In the entries below, count every line with the word "Bäckgatan". Return only the count.

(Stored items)
■ ■ ■ ■ ■

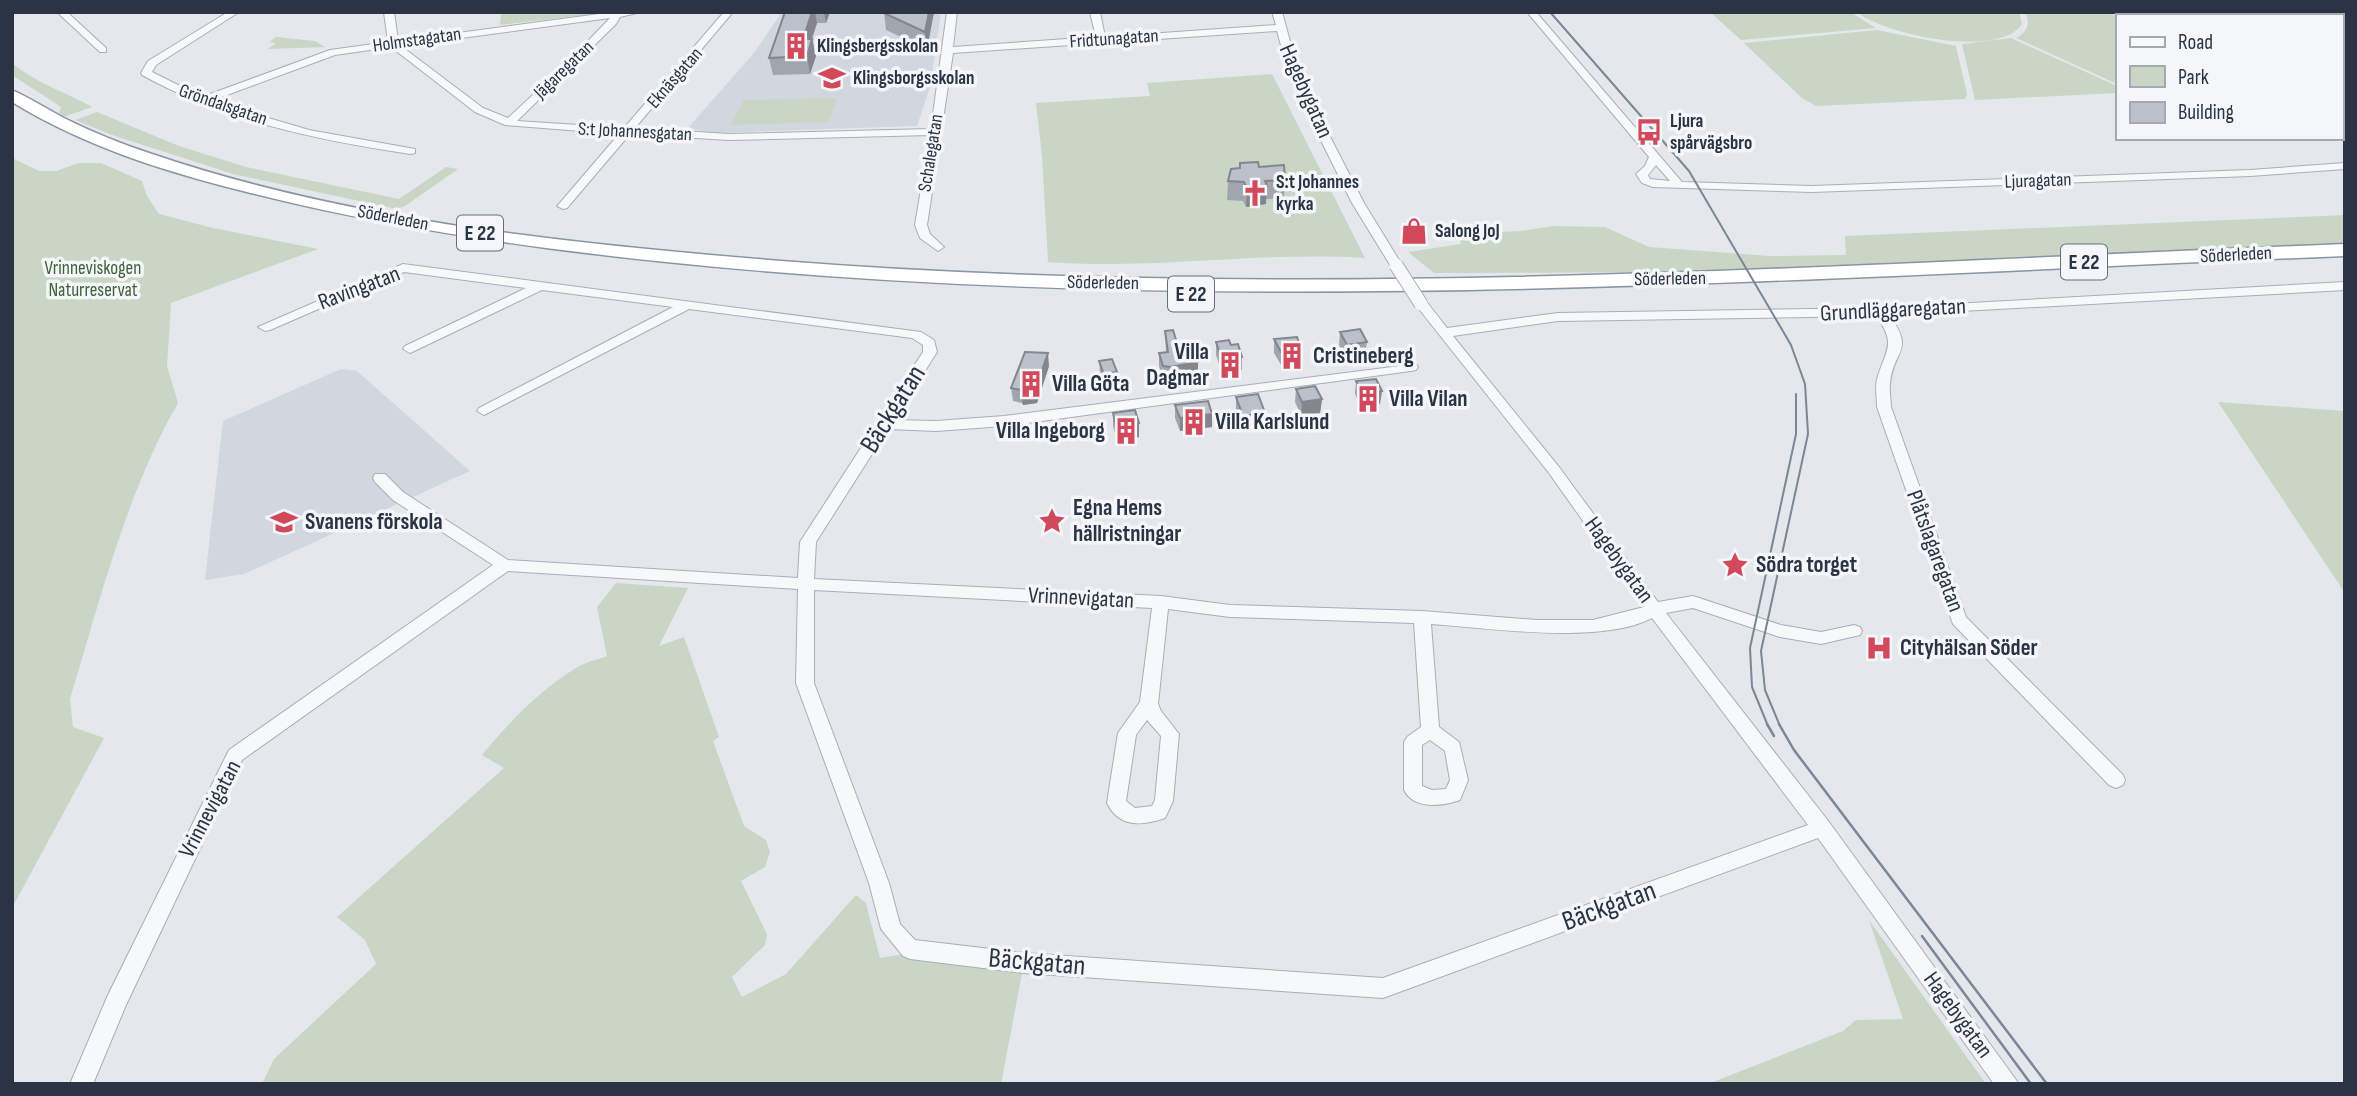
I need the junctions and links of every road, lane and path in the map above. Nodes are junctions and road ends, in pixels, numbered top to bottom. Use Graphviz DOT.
graph roads {
  1 [pos="61,12"];
  2 [pos="235,12"];
  3 [pos="389,12"];
  4 [pos="637,12"];
  5 [pos="729,12"];
  6 [pos="952,12"];
  7 [pos="1095,12"];
  8 [pos="1277,12"];
  9 [pos="1531,12"];
  10 [pos="616,15"];
  11 [pos="1279,28"];
  12 [pos="1042,29"];
  13 [pos="1101,39"];
  14 [pos="393,43"];
  15 [pos="1045,44"];
  16 [pos="103,50"];
  17 [pos="949,50"];
  18 [pos="12,95"];
  19 [pos="204,100"];
  20 [pos="12,109"];
  21 [pos="509,123"];
  22 [pos="628,131"];
  23 [pos="934,132"];
  24 [pos="411,151"];
  25 [pos="1654,157"];
  26 [pos="2345,166"];
  27 [pos="1720,176"];
  28 [pos="1679,186"];
  29 [pos="1731,187"];
  30 [pos="563,205"];
  31 [pos="938,247"];
  32 [pos="2345,250"];
  33 [pos="2345,259"];
  34 [pos="540,286"];
  35 [pos="2345,286"];
  36 [pos="687,305"];
  37 [pos="1880,312"];
  38 [pos="265,327"];
  39 [pos="1443,333"];
  40 [pos="908,334"];
  41 [pos="410,349"];
  42 [pos="1411,367"];
  43 [pos="484,411"];
  44 [pos="884,424"];
  45 [pos="380,478"];
  46 [pos="505,565"];
  47 [pos="807,583"];
  48 [pos="1161,602"];
  49 [pos="1654,609"];
  50 [pos="1422,617"];
  51 [pos="1854,631"];
  52 [pos="1149,704"];
  53 [pos="1430,730"];
  54 [pos="2116,780"];
  55 [pos="1822,828"];
  56 [pos="81,1084"];
  57 [pos="2008,1084"];
  1 -- 16 [label="street"];
  2 -- 19 [label="street, Gröndalsgatan"];
  3 -- 14 [label="street"];
  4 -- 10 [label="street, Holmstagatan"];
  5 -- 22 [label="street, Eknäsgatan"];
  6 -- 17 [label="street, Schalegatan"];
  7 -- 13 [label="street"];
  8 -- 11 [label="street, Hagebygatan"];
  9 -- 25 [label="street"];
  10 -- 14 [label="street, Holmstagatan"];
  10 -- 21 [label="street, Jägaregatan"];
  11 -- 13 [label="street, Fridtunagatan"];
  11 -- 39 [label="street, Hagebygatan, bridge"];
  12 -- 15 [label="street"];
  13 -- 15 [label="street, Fridtunagatan"];
  14 -- 19 [label="street, Holmstagatan"];
  14 -- 21 [label="street, S:t Johannesgatan"];
  15 -- 17 [label="street, Fridtunagatan"];
  17 -- 23 [label="street, Schalegatan"];
  18 -- 32 [label="highway, Söderleden / E 22"];
  19 -- 24 [label="street, Gröndalsgatan"];
  20 -- 33 [label="highway, Söderleden / E 22"];
  21 -- 22 [label="street, S:t Johannesgatan"];
  22 -- 23 [label="street, S:t Johannesgatan"];
  22 -- 30 [label="street, Eknäsgatan"];
  23 -- 31 [label="street, Schalegatan"];
  25 -- 28 [label="street"];
  25 -- 28 [label="street, Ljuragatan"];
  26 -- 29 [label="street, Ljuragatan"];
  27 -- 29 [label="street"];
  28 -- 29 [label="street, Ljuragatan"];
  34 -- 36 [label="street, Ravingatan"];
  34 -- 38 [label="street, Ravingatan"];
  34 -- 41 [label="street"];
  35 -- 37 [label="street, Grundläggaregatan"];
  36 -- 40 [label="street, Ravingatan"];
  36 -- 43 [label="street"];
  37 -- 39 [label="street, Grundläggaregatan"];
  37 -- 54 [label="street, Plåtslagaregatan"];
  39 -- 49 [label="street, Hagebygatan"];
  40 -- 44 [label="street, Bäckgatan"];
  42 -- 44 [label="street"];
  44 -- 47 [label="street, Bäckgatan"];
  45 -- 46 [label="street, Vrinnevigatan"];
  46 -- 47 [label="street, Vrinnevigatan"];
  46 -- 56 [label="street, Vrinnevigatan"];
  47 -- 48 [label="street, Vrinnevigatan"];
  47 -- 55 [label="street, Bäckgatan"];
  48 -- 50 [label="street, Vrinnevigatan"];
  48 -- 52 [label="street"];
  49 -- 50 [label="street, Vrinnevigatan"];
  49 -- 51 [label="street, Vrinnevigatan"];
  49 -- 55 [label="street, Hagebygatan"];
  50 -- 53 [label="street"];
  52 -- 52 [label="street"];
  55 -- 57 [label="street, Hagebygatan"];
}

■ ■ ■ ■ ■

Response to this exercise> 3